Children with autism spectrum disorders (ASD) often exhibit a wide variety of symptoms and severity characterized by abnormal social interaction, communication, and behaviors. Previous research has shown children on the spectrum frequently have a difficult time making eye contact during conversation. Knowing this, a team of researchers from the University of Vermont designed eye tracking technology using Skype to see what words trigger changes in children’s eye movement.

“When a child with ASD engages with me, they don’t just watch me passively, they have to monitor my engagement, think about what I’m doing, my tone, and my affect to get my full meaning, and that’s really different than passively observing something,” said the study’s lead author Tiffany Hutchins, assistant professor of communication sciences and disorders in the College of Nursing and Health Sciences, in a statement.

For the study, published in the journal Research in Autism Spectrum Disorders, Hutchins and her research team recruited 18 children who were diagnosed with ASD between the ages of six and 12 years old, and another group of 19 children with normal development. They set up Skype, a software application that allows users to see one another through a webcam, for each child and recorded their eye movement as they engaged in conversation. Next, researchers used Mirametrix S2 Eye Tracker system to measure their eye movement during conversation.

The interaction shifted from neutral to emotional topics in order to reveal how the child’s eye contact changed depending upon the mood of the conversation. At first, researchers would monitor participants’ eyes during a boring conversation, like asking what they did when they woke up this morning. Next, they switched to topics that would trigger emotions, like asking what makes the child sad or happy.

“Talking about emotions is really hard and very draining for children with ASD,” Hutchins said. "It’s like driving in a snowstorm. Normally, when you drive around in good weather on a familiar route, you go on automatic pilot. But for a child with ASD, having a conversation, especially one about emotions, is more like driving in a snowstorm. In that situation, you are totally focused, every move is tense and effortful. We found that decreased working memory correlated with decreased eye fixations, so as working memory decreases, then we see fewer fixations on the eyes.”

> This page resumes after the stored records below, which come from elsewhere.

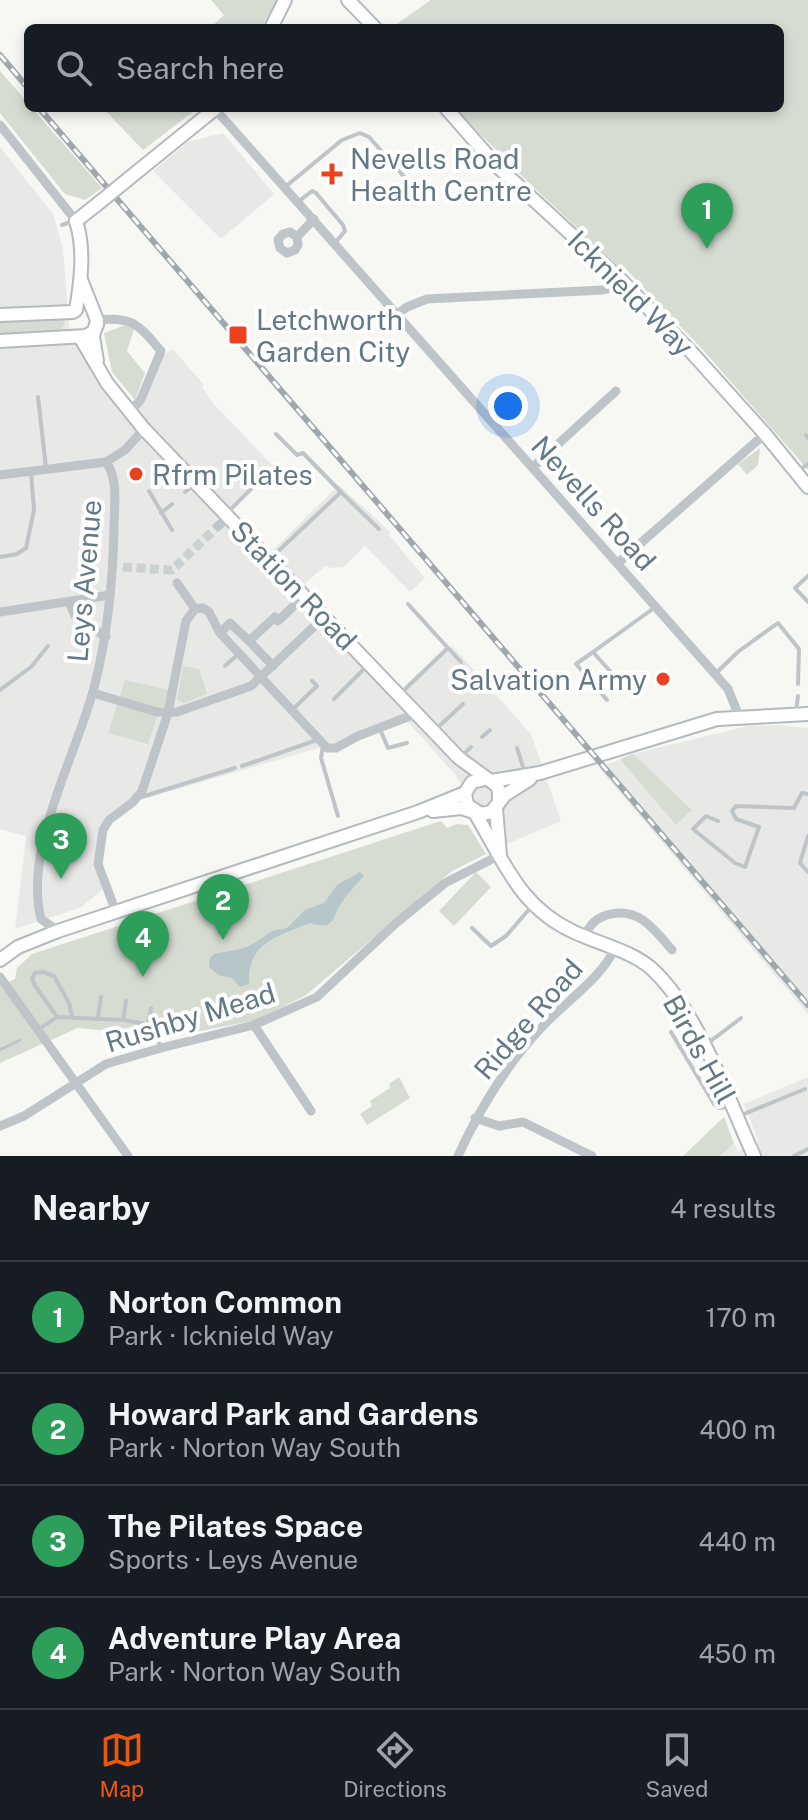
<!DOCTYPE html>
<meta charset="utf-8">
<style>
:root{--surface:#171b24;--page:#20242c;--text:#f1f3f6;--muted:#9ea1a6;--line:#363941;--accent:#ea580c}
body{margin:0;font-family:"Public Sans",sans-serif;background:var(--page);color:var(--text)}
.you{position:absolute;left:508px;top:406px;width:28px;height:28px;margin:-20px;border:6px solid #fff;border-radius:50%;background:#1a73e8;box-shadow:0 0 0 12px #1a73e833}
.badge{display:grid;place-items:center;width:52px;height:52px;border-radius:50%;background:var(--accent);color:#fff;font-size:26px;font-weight:700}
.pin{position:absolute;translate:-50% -66px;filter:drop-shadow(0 2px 4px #0008)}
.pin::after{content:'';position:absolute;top:42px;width:28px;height:24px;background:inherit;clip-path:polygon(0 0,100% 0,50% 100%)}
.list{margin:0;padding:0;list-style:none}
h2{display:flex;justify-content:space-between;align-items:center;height:104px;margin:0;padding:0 32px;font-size:34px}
h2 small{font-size:26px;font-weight:400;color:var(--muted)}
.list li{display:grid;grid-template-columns:52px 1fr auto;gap:24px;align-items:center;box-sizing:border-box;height:112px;padding:0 32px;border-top:2px solid var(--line)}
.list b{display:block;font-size:30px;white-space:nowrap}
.list p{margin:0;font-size:26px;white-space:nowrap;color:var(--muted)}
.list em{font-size:26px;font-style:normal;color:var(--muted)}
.icon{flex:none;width:44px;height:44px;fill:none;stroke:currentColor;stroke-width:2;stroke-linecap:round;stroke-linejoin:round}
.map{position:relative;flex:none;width:808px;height:1156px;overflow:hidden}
.search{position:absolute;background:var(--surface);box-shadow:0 4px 12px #0003;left:24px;right:24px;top:24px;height:88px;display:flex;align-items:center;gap:20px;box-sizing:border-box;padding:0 28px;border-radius:12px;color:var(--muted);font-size:30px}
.sheet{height:552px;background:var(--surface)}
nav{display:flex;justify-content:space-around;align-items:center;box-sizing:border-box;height:112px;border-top:2px solid var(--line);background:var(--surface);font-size:22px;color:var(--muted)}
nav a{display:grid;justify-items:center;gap:4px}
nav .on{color:var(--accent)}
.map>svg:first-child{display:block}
</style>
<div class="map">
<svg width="808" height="1156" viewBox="0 0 808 1156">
<rect width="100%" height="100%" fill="#f7f7f3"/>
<!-- built -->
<g fill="#e8e8e7">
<path d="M223,133L274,194L221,239L153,171L188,142Z"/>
<path d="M0,147L53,214L63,249L70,338L77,341L105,392L131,423L144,402L163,355L173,349L204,385L202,387L211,401L276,469L226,514L270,553L339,485L386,528L390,533L389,535L425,578L410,592L365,546L343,567L330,568L326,565L300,588L400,694L452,646L531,734L561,821L507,844L453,772L408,722L133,802L109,820L98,857L107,886L80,908L15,929L26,836L0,829Z"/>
<path d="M778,725L808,728V1014L599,768L633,754L748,726Z"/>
<path d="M808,1077V1156H720L734,1143L738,1152L759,1143L744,1104Z"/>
</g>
<!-- green -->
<g fill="#d7dcd2">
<path d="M211,0H277L261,28H210L224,15Z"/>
<path d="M431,0H808V470L704,351L625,268L619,267L528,182L454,108H780V28H391Z"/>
<path d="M0,71L28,103V108H32L102,188L85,200L65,194L0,113Z"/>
<path d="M103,108H198L143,150Z"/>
<path d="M63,318L65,324L60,331L0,336V320Z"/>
<path d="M126,325L134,329L127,351L145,373L135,400L112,372L104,333Z"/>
<path d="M760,448L758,465L747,475L738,464Z"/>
<path d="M183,666L199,669L207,694L184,703L177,700Z"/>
<path d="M125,680L169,690L166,707L161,706L148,744L108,733Z"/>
<path d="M633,754L692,810L676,825L620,759Z"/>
<path d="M441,821L447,828L457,824L468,825L486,854L452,871L306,995L257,1020L169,1037L78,1028L0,1063V986L15,979L17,968L32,954Z"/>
<path d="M476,872L491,887L454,926L439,911Z"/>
<path d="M399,1077L410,1098L367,1125L360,1114L372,1106L370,1101L390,1088L389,1084Z"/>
<path d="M724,1117L734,1143L720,1156H683Z"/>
</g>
<!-- water -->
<path fill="#b7c6c9" d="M360,872L364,876C357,884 348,893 342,902C331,918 336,931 310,923C277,937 247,942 249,984L240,987L232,978L218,975L209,967L210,958L214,954L244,948L255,943L272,931L287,928L305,910L324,903L337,885Z"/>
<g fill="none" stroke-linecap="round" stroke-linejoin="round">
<!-- stream -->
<path stroke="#b7c6c9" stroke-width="3" d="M0,1050L20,1040"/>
<!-- street-tunnel -->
<path stroke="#cbd1d2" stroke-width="9" stroke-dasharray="9 4.5" stroke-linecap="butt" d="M123,567L172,570L218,526"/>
<!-- secondary casing -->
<g stroke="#b4babe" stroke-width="16">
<g id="secondary">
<path d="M348,0L375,28"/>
<path d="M271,28L285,0"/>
<path d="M446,108L496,165L621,280L694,355L765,434L808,487"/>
<path d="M143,167L216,108"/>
<path d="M76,221L100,202"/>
<path d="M81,280L97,320L93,337L97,361"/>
<path d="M76,310C81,281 85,249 76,221"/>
<path d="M0,315L73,312"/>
<path d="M80,337L107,383L144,429L459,758L496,785L499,790V803"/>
<path d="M0,341L86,336L93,332L97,325"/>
<path d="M485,779L472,782L465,793L467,805L481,814L491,812L505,795L530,779"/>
<path d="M491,781L540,773L717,719L808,714"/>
<path d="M496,809L500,855"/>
<path d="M433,811L461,808L471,811"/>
<path d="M475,813C504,861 519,907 574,932C599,944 632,951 652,969C698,1011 728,1099 754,1156"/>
<path d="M0,960L18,947L58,931L418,812L465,793"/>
</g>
</g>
<!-- lane -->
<g stroke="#bfc4c8" stroke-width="4">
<path d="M285,187L342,140L360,133L369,137L414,188"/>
<path d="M298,202L312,191L316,193L343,225L345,231L335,243"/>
<path d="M62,225L74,221"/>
<path d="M38,397L46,468"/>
<path d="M276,434L297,455L303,453L341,492"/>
<path d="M806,435L808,438"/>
<path d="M798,471L808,464"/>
<path d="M149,491L172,530"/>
<path d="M185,492L194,484"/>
<path d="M228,512L264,476"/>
<path d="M161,513L172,504"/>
<path d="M0,557L17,554L26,548L34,510L31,472"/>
<path d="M272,557L341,492L379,529"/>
<path d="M808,576L795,588L808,602"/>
<path d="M448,648L461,662"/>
<path d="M593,652L576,664L607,700"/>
<path d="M225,666L237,655"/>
<path d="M715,674L739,651L778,623L799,649L798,684"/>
<path d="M624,687L593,652L654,608"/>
<path d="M0,690L31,667L48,646"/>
<path d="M402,692L448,648L408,604"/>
<path d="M334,699L368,665"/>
<path d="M293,709L317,686L312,681"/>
<path d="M796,711L798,696"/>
<path d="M380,729L388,748L407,743"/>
<path d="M436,729L463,704"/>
<path d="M482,737L490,730"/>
<path d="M323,745L321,758L338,816"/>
<path d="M517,748L525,773"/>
<path d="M461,757L471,747"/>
<path d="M242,766L317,740"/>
<path d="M138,798L235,768"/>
<path d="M718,821L706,816L693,829L735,863L745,867L759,827L736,819L732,811L736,806L794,808L802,793L808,794"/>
<path d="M808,836L800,863L808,872"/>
<path d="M472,928L491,946L506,936L532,906"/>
<path d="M57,1017L34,984L32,978L35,973L43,972L54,976L69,1003L72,1016"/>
<path d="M98,1017L101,997"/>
<path d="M123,1020L126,1001"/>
<path d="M148,1024L151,1008"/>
<path d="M39,1029L57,1017L123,1020L148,1024L154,1028L160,1045"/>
<path d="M671,1032L714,1104L719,1108L730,1107"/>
<path d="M708,1043L741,1018"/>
<path d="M739,1116L805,1089"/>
<path d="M794,1156L808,1149"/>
</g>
<!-- street -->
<g stroke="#bfc4c8" stroke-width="9">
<path d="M215,109L715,674L728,689L739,716"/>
<path d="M0,125L76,221"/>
<path d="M297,237L290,232L283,234L278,240L280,248L287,253L295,250L298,245L297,237L314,219"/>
<path d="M397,314L407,307L427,299L603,290L615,287L621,280"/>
<path d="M97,320C133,316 139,325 161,351L141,399L131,412"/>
<path d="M533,467L616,391"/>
<path d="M0,475L106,462L125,450L144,429"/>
<path d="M218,526L229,517"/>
<path d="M618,563L765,434"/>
<path d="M177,583L195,609"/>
<path d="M69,602L75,616L106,637"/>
<path d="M0,612L110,595"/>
<path d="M220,633L230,623L249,641L275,617L278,621L305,595"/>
<path d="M249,641L273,666"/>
<path d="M93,693L157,712H177L251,686L325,616"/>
<path d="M116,912L98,864L103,830L109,820L133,802L142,791L168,713L186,621L195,609L203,608L209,612L220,633L327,748H336L358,736L418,713"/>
<path d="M58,931L41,919C23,846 77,756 95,684C108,632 113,580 114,527C114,505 119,480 106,462"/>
<path d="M585,937C589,925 595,919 607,915C638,906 654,929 672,950"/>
<path d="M0,977L128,1156"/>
<path d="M254,1025L311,1111"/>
<path d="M475,1118L499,1126L523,1122L592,1156"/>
<path d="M0,1126L24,1116L106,1064L161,1048L254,1025L317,997L395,924L445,883L500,855"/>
<path d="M458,1156C480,1108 506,1065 542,1027C563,1004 602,977 614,950"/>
</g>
<!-- secondary -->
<use href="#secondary" stroke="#fff" stroke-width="12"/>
<!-- rail casing -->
<g stroke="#a0a8ae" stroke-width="6">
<g id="rail">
<path d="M0,55L28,88"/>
<path d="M39,108L808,1005"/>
</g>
</g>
<!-- rail -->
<use href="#rail" stroke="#fff" stroke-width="3" stroke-dasharray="9" stroke-linecap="butt"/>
<!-- secondary-bridge casing -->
<g stroke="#b4babe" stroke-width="16" stroke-linecap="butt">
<path id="secondary-bridge" d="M100,202L143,167"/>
</g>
<!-- secondary-bridge -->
<use href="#secondary-bridge" stroke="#fff" stroke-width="12"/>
</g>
<!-- markers -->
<g fill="#eb411f" stroke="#fff" stroke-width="3">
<path d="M328 162h8v8h8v8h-8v8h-8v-8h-8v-8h8z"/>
<rect x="228" y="325" width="20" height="20" rx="4"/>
<circle cx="136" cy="474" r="8"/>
<circle cx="663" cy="679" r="8"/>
</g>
<g text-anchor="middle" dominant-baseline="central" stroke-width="8" stroke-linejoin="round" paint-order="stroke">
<!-- poi labels -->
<g font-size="28" fill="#647986" stroke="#fff" text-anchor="start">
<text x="350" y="158">Nevells Road<tspan x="350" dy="32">Health Centre</tspan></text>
<text x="256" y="319">Letchworth<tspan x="256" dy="32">Garden City</tspan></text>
<text x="152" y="474">Rfrm Pilates</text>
<text x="647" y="679" text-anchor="end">Salvation Army</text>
</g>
<!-- street labels -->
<g font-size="28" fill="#647986" stroke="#fff">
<text transform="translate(631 293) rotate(45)">Icknield Way</text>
<text transform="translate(594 503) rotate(48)">Nevells Road</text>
<text transform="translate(84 581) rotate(-85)">Leys Avenue</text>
<text transform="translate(294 585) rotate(46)">Station Road</text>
<text transform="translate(190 1017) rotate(-17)">Rushby Mead</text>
<text transform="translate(528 1019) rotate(-49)">Ridge Road</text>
<text transform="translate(700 1049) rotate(61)">Birds Hill</text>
</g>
</g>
</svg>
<div class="you"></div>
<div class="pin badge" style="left:707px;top:249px;background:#2e9e5b">1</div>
<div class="pin badge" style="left:223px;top:940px;background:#2e9e5b">2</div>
<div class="pin badge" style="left:61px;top:879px;background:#2e9e5b">3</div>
<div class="pin badge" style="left:143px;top:977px;background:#2e9e5b">4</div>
<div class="search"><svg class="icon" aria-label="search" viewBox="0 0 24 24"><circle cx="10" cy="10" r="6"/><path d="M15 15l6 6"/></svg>Search here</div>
</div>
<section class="sheet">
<h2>Nearby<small>4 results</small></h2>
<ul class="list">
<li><span class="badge" style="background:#2e9e5b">1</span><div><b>Norton Common</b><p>Park · Icknield Way</p></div><em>170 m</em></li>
<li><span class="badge" style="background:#2e9e5b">2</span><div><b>Howard Park and Gardens</b><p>Park · Norton Way South</p></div><em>400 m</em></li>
<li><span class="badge" style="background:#2e9e5b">3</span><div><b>The Pilates Space</b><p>Sports · Leys Avenue</p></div><em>440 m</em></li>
<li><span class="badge" style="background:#2e9e5b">4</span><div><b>Adventure Play Area</b><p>Park · Norton Way South</p></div><em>450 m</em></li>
</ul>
</section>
<nav>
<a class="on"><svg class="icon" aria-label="map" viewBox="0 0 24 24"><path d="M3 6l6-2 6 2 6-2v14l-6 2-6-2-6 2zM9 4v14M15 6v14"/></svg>Map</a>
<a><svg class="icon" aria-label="directions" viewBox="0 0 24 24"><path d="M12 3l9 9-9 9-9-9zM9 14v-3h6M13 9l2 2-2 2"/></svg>Directions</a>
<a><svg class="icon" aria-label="saved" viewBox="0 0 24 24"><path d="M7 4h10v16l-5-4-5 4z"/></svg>Saved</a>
</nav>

They found during emotional conversations, a child with ASD tended to break direct eye contact on the video chat and migrate their gaze towards the other person’s mouth. Researchers theorize it may be because emotions strain the same part of the brain that controls executive function, in which children with ASD tend to have limitations. Emotional conversations could be compounding the social and communication problems they tend to already have.

“It’s probably a situation where the poor are getting poorer,” Hutchins says. “If I’m asking you to talk about emotions, and that makes you even less likely to look in my eyes when you really need to go there because I’m more likely to be showing other evidence of an emotion like anger with my eyebrows, you are missing even more. It’s not that there’s no emotional information in the mouth, but during dynamic conversational exchanges they are missing a number of cues that a typically developing child would not.”

Currently, social therapy programs are invested in initiating and sustaining eye-contact during social interaction, which Hutchins believes may be worsening the situation in light of her team’s new findings. Researchers hope that by recording how children with ASD change their eye movement in response to the topic of conversation, it could improve how speech pathologists work with children in the future.